* **Directions for this task**
Only an exact, complete copy of the listing will serve as the answer.

* **Records for the task**
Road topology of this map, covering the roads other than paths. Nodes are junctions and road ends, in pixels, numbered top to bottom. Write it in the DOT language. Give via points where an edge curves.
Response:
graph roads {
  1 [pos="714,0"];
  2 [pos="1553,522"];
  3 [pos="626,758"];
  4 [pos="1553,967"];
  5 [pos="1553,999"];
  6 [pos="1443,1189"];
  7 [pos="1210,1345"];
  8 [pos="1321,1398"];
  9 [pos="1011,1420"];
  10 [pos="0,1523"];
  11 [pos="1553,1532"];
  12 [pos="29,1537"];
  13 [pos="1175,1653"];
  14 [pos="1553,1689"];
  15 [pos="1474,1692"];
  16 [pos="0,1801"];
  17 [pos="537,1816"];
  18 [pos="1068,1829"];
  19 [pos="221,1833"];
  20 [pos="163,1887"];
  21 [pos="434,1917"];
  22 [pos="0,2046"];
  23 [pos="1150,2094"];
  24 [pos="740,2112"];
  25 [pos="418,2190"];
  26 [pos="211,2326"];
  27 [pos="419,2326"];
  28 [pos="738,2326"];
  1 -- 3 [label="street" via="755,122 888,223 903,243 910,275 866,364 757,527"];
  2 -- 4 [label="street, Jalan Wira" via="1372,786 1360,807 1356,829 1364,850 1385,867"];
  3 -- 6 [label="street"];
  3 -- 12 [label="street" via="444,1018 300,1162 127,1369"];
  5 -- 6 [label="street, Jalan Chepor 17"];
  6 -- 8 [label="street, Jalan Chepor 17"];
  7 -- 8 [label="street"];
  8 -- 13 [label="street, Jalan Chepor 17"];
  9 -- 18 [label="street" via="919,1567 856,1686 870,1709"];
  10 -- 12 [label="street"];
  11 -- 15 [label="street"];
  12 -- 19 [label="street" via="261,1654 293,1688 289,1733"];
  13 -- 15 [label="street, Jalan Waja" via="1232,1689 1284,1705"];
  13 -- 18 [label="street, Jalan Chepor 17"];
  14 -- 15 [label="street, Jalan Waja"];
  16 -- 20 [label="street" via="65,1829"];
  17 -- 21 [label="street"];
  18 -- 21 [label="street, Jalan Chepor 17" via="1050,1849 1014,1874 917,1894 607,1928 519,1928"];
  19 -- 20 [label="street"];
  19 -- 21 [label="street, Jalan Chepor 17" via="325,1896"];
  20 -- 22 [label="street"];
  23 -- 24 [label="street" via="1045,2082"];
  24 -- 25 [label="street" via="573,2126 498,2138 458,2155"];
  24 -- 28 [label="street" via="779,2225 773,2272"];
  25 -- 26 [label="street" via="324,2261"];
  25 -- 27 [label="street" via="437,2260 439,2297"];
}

* **Problem solution**
Road topology of this map, covering the roads other than paths. Nodes are junctions and road ends, in pixels, numbered top to bottom. Write it in the DOT language. Give via points where an edge curves.
Response:
graph roads {
  1 [pos="714,0"];
  2 [pos="1553,522"];
  3 [pos="626,758"];
  4 [pos="1553,967"];
  5 [pos="1553,999"];
  6 [pos="1443,1189"];
  7 [pos="1210,1345"];
  8 [pos="1321,1398"];
  9 [pos="1011,1420"];
  10 [pos="0,1523"];
  11 [pos="1553,1532"];
  12 [pos="29,1537"];
  13 [pos="1175,1653"];
  14 [pos="1553,1689"];
  15 [pos="1474,1692"];
  16 [pos="0,1801"];
  17 [pos="537,1816"];
  18 [pos="1068,1829"];
  19 [pos="221,1833"];
  20 [pos="163,1887"];
  21 [pos="434,1917"];
  22 [pos="0,2046"];
  23 [pos="1150,2094"];
  24 [pos="740,2112"];
  25 [pos="418,2190"];
  26 [pos="211,2326"];
  27 [pos="419,2326"];
  28 [pos="738,2326"];
  1 -- 3 [label="street" via="755,122 888,223 903,243 910,275 866,364 757,527"];
  2 -- 4 [label="street, Jalan Wira" via="1372,786 1360,807 1356,829 1364,850 1385,867"];
  3 -- 6 [label="street"];
  3 -- 12 [label="street" via="444,1018 300,1162 127,1369"];
  5 -- 6 [label="street, Jalan Chepor 17"];
  6 -- 8 [label="street, Jalan Chepor 17"];
  7 -- 8 [label="street"];
  8 -- 13 [label="street, Jalan Chepor 17"];
  9 -- 18 [label="street" via="919,1567 856,1686 870,1709"];
  10 -- 12 [label="street"];
  11 -- 15 [label="street"];
  12 -- 19 [label="street" via="261,1654 293,1688 289,1733"];
  13 -- 15 [label="street, Jalan Waja" via="1232,1689 1284,1705"];
  13 -- 18 [label="street, Jalan Chepor 17"];
  14 -- 15 [label="street, Jalan Waja"];
  16 -- 20 [label="street" via="65,1829"];
  17 -- 21 [label="street"];
  18 -- 21 [label="street, Jalan Chepor 17" via="1050,1849 1014,1874 917,1894 607,1928 519,1928"];
  19 -- 20 [label="street"];
  19 -- 21 [label="street, Jalan Chepor 17" via="325,1896"];
  20 -- 22 [label="street"];
  23 -- 24 [label="street" via="1045,2082"];
  24 -- 25 [label="street" via="573,2126 498,2138 458,2155"];
  24 -- 28 [label="street" via="779,2225 773,2272"];
  25 -- 26 [label="street" via="324,2261"];
  25 -- 27 [label="street" via="437,2260 439,2297"];
}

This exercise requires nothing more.